All lines containing the string "roads" must be copied from the entries.
____ DATA SHOWN
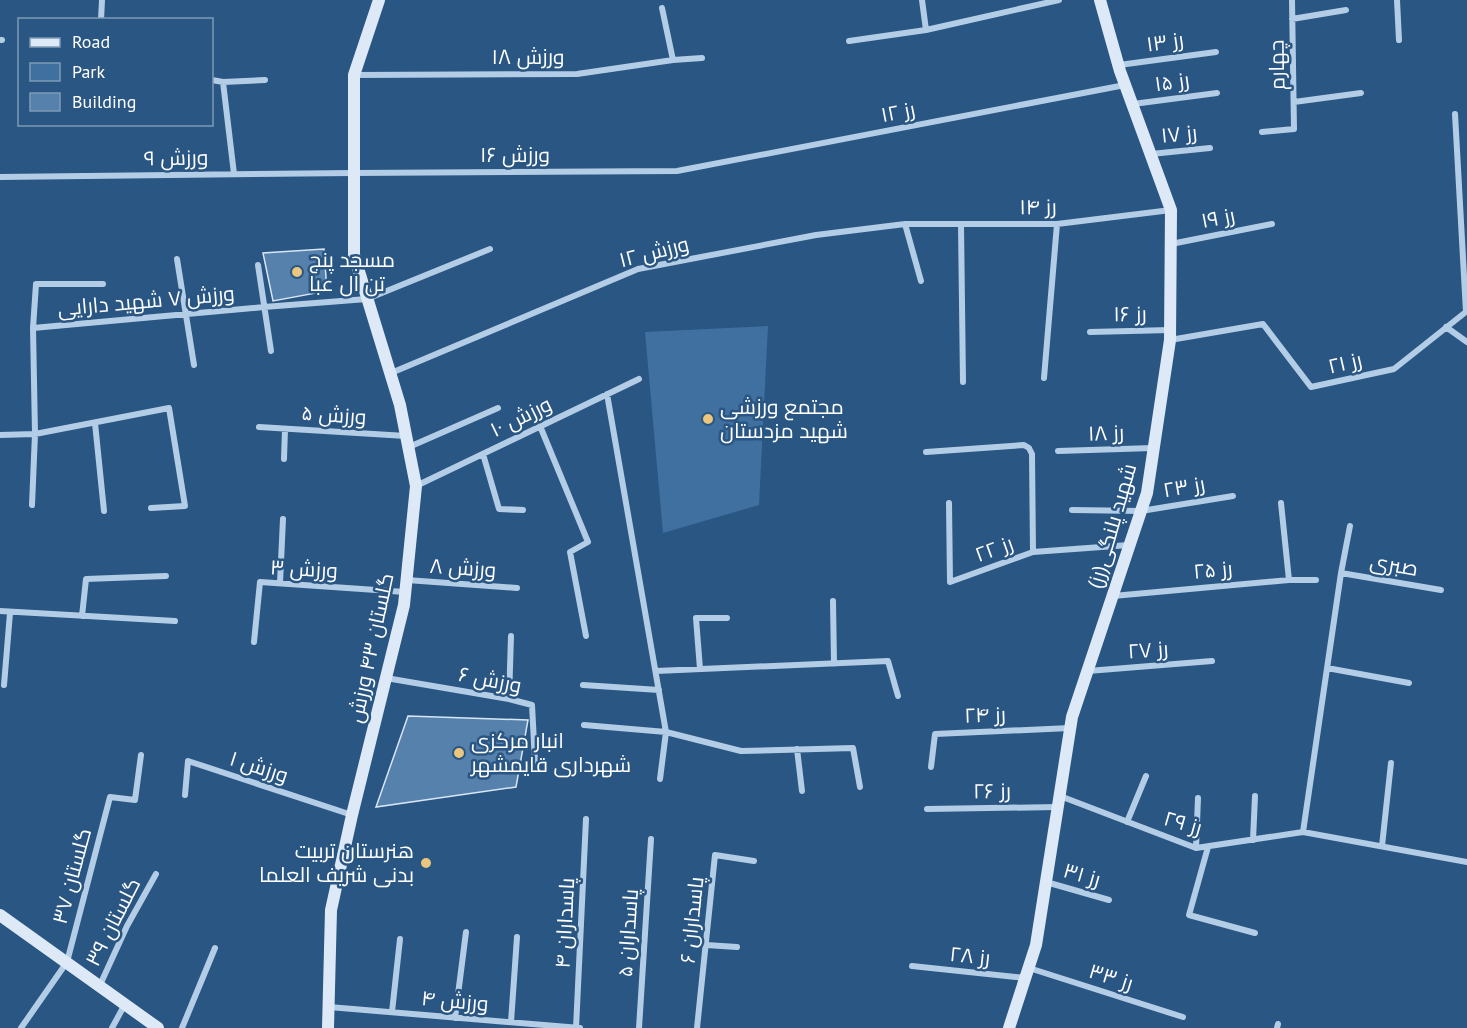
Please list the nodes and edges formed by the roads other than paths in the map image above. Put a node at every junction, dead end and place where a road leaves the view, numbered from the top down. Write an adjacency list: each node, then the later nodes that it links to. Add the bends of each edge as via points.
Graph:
________
____ DATA SHOWN
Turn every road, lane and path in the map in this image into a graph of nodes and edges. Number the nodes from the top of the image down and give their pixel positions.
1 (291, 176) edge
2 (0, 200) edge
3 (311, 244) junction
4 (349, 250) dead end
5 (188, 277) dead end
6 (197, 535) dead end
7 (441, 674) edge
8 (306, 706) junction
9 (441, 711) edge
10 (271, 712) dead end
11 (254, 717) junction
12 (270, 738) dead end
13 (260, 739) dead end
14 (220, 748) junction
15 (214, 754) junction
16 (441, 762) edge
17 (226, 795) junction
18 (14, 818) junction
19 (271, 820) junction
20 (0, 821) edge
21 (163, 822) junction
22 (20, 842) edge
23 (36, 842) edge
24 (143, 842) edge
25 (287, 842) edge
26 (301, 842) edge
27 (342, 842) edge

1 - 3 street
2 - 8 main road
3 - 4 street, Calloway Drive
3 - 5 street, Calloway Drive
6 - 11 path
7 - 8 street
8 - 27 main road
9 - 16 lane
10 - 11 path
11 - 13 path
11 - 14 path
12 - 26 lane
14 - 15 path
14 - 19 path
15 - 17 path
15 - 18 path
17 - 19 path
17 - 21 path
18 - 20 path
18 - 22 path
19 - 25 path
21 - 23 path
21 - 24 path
________
____ DATA SHOWN
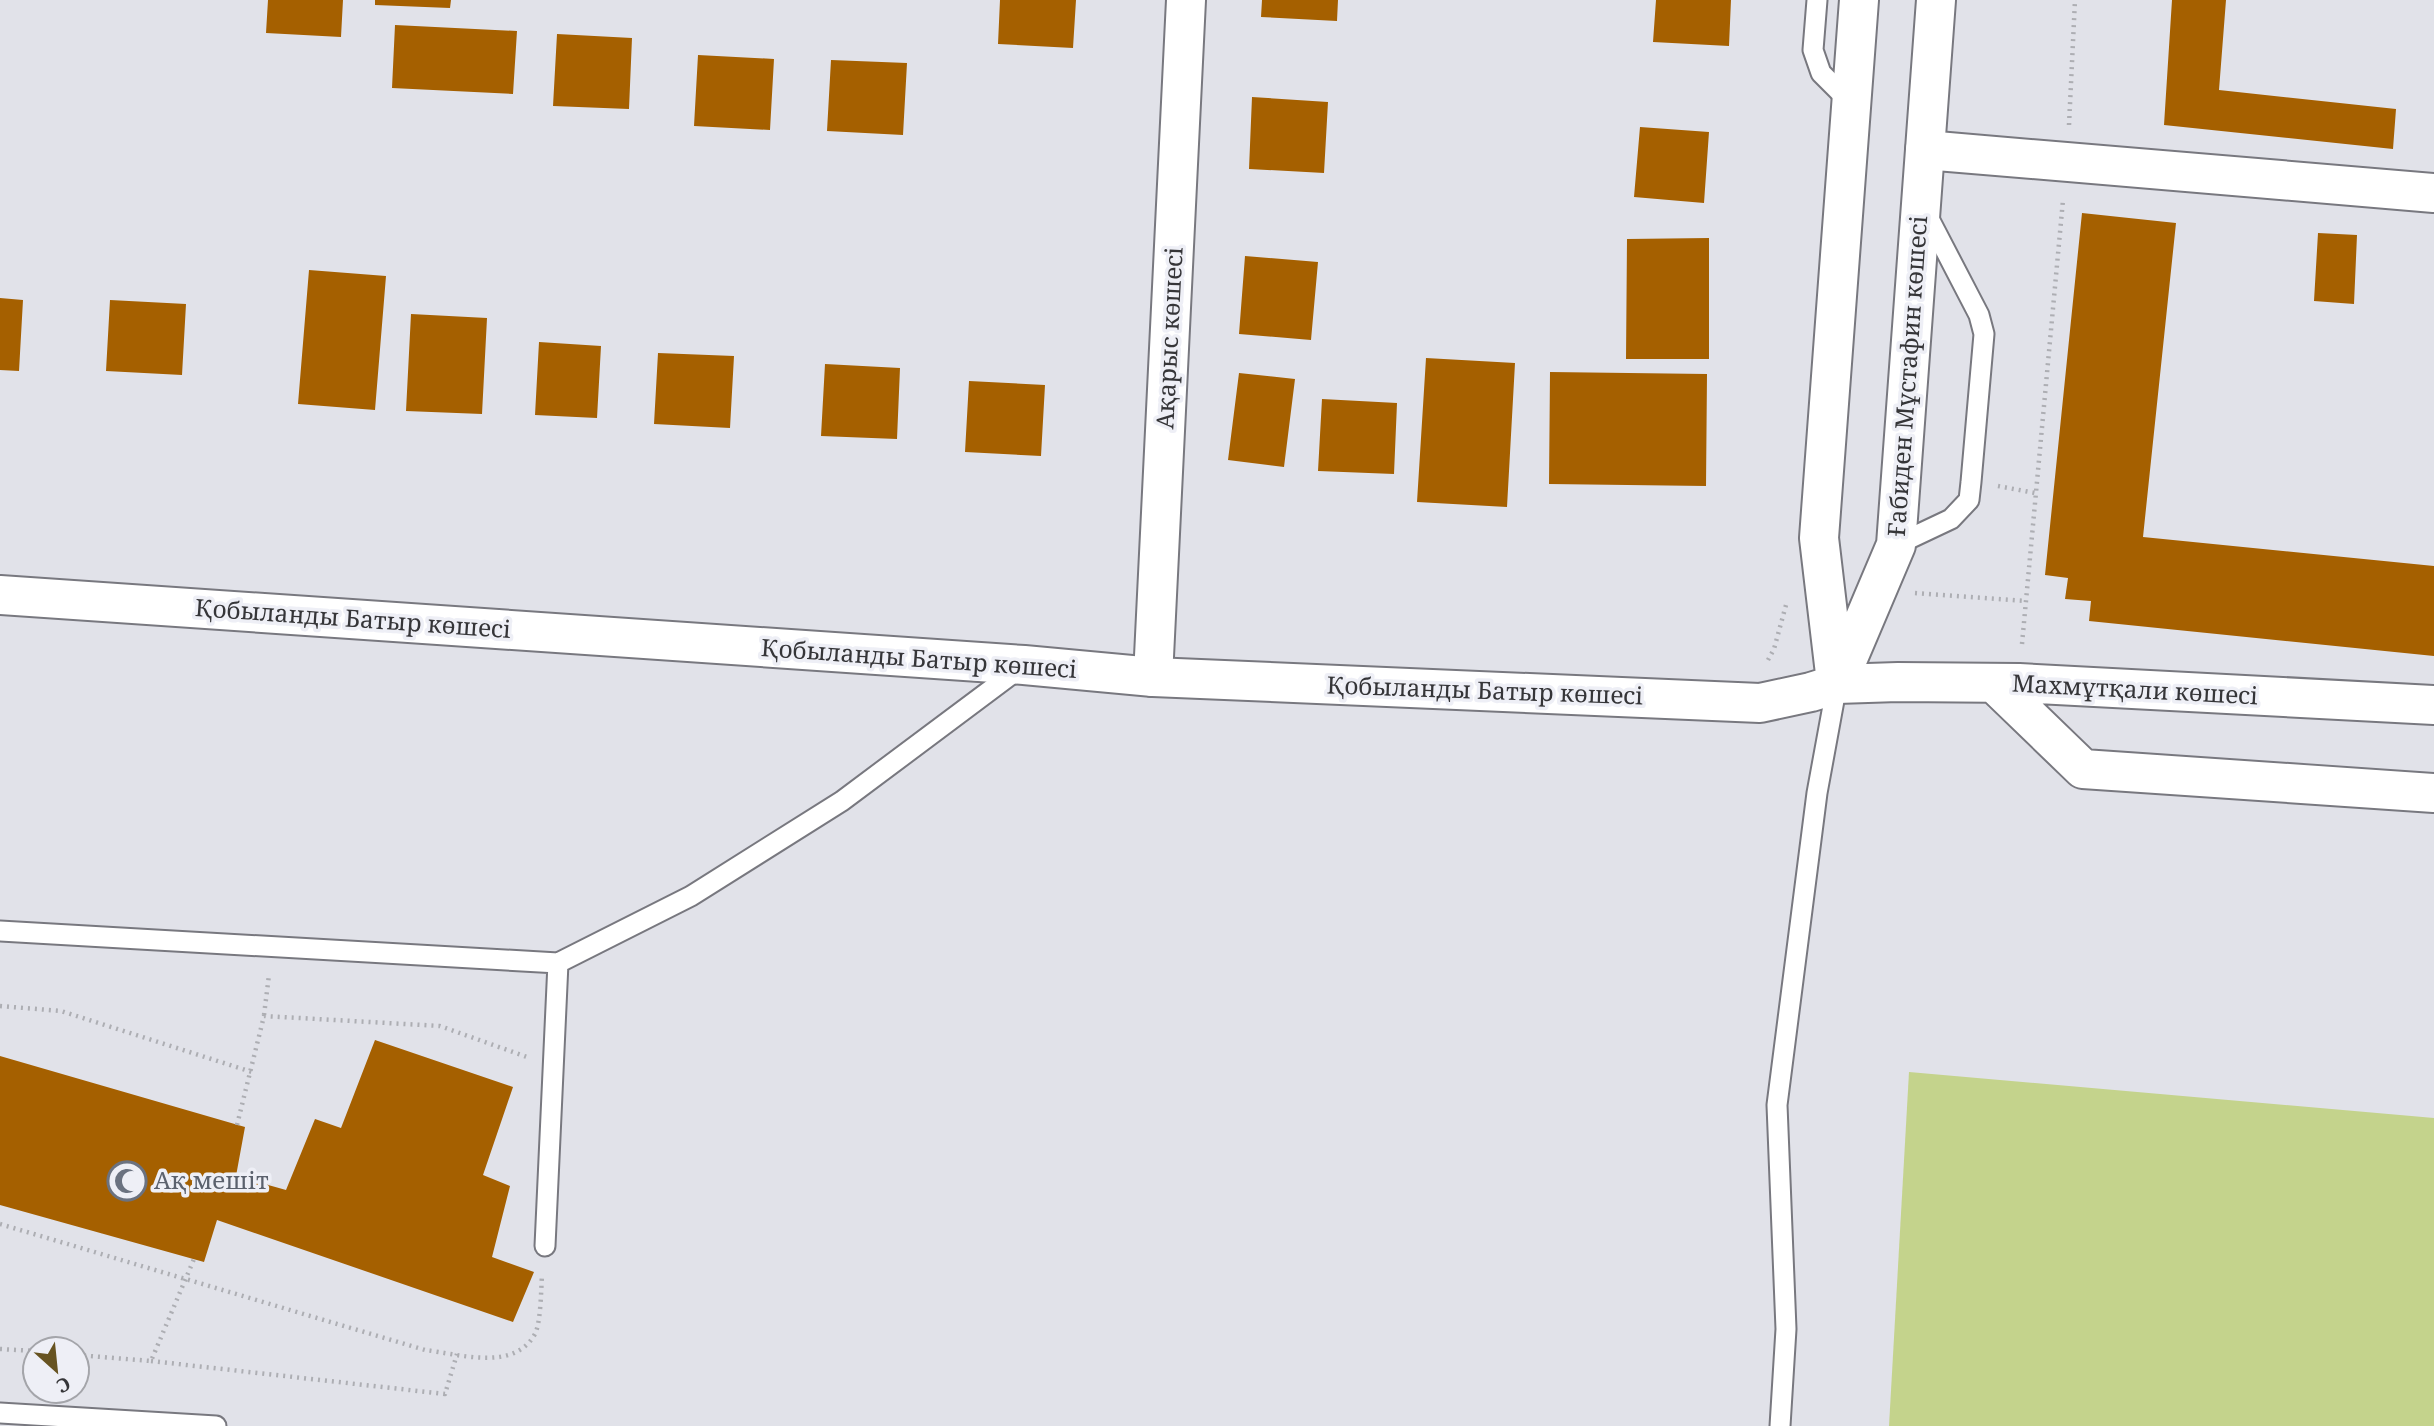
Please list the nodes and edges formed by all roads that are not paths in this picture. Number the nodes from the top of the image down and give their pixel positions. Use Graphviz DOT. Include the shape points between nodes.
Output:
________
# ANSWER BOX:
Please list the nodes and edges formed by the roads other than paths in the map image above. Put a node at every junction, dead end and place where a road leaves the view, numbered from the top down. Write an adjacency list: each node, then the later nodes that it links to. Add the bends of each edge as via points.
Please list the nodes and edges formed by all roads that are not paths in this picture. Number the nodes from the top of the image down and give their pixel positions. Use Graphviz DOT. Include the shape points between nodes.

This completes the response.